Dressing phase in the $SL(2)$ Bethe ansatz

In this paper we study the function $\chi (x_1,x_2,g)$ that determines the dressing phase that appears in the all-loop Bethe ansatz equations for the $SL(2)$ sector of $\mathcal{N}=4$ super Yang-Mills theory. First, we consider the coefficients $c_{r,s}(g)$ of the expansion of $\chi (x_1,x_2,g)$ in inverse powers of $x_{1,2}$. We obtain an expression in terms of a single integral valid for all values of the coupling $g$. The expression is such that the small and large coupling expansion can be simply computed in agreement with the expected results. This proves the, up to now conjectured, equivalence of both expansions of the phase. The strong coupling expansion is only asymptotic but we find an exact expression for the value of the residue which can be seen to decrease exponentially with $g$. After that, we consider the function $\chi (x_1,x_2,g)$ itself and, using the same method, expand it for small and large coupling.
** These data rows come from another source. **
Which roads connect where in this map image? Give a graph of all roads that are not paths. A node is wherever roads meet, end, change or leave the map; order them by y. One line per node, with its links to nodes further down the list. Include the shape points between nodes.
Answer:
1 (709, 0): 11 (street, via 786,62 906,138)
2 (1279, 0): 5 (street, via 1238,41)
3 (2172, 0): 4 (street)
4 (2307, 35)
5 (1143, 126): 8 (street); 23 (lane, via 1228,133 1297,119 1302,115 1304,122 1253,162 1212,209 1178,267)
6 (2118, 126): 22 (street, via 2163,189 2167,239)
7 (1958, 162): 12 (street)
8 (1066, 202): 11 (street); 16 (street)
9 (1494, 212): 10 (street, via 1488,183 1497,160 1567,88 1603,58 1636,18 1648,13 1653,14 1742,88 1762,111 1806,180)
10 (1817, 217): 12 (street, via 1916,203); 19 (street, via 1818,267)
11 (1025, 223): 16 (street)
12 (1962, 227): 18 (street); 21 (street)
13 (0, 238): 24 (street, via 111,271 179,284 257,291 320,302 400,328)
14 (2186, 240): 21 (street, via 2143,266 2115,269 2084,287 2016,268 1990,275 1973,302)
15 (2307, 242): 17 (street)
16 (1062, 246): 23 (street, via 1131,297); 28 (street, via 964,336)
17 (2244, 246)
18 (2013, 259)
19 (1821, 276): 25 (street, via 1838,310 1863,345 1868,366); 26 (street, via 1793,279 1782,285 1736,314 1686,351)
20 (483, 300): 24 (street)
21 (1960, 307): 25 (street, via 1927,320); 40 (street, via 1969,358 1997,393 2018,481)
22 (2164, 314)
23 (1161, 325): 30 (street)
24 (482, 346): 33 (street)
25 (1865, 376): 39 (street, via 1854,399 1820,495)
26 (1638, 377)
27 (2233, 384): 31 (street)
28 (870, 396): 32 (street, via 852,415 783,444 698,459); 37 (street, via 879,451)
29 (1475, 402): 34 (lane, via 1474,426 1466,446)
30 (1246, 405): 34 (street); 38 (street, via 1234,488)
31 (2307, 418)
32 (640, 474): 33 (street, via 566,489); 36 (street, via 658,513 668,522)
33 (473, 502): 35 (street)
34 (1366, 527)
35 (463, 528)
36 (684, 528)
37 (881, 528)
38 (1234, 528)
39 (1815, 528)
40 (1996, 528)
All small and large coupling coefficients ${\chi }^{(n)}(x_1,x_2)$, for even and odd $n$, are explicitly given in terms of finite sums or, alternatively, in terms of the residues of generating functions at certain poles.

Figure 1

Complex $s$ plane. The contour of integration is $(c-i\infty ,c+i\infty )$. Shifting it to the right we obtain the weak coupling expansion and, shifting it to the left, the strong coupling expansion.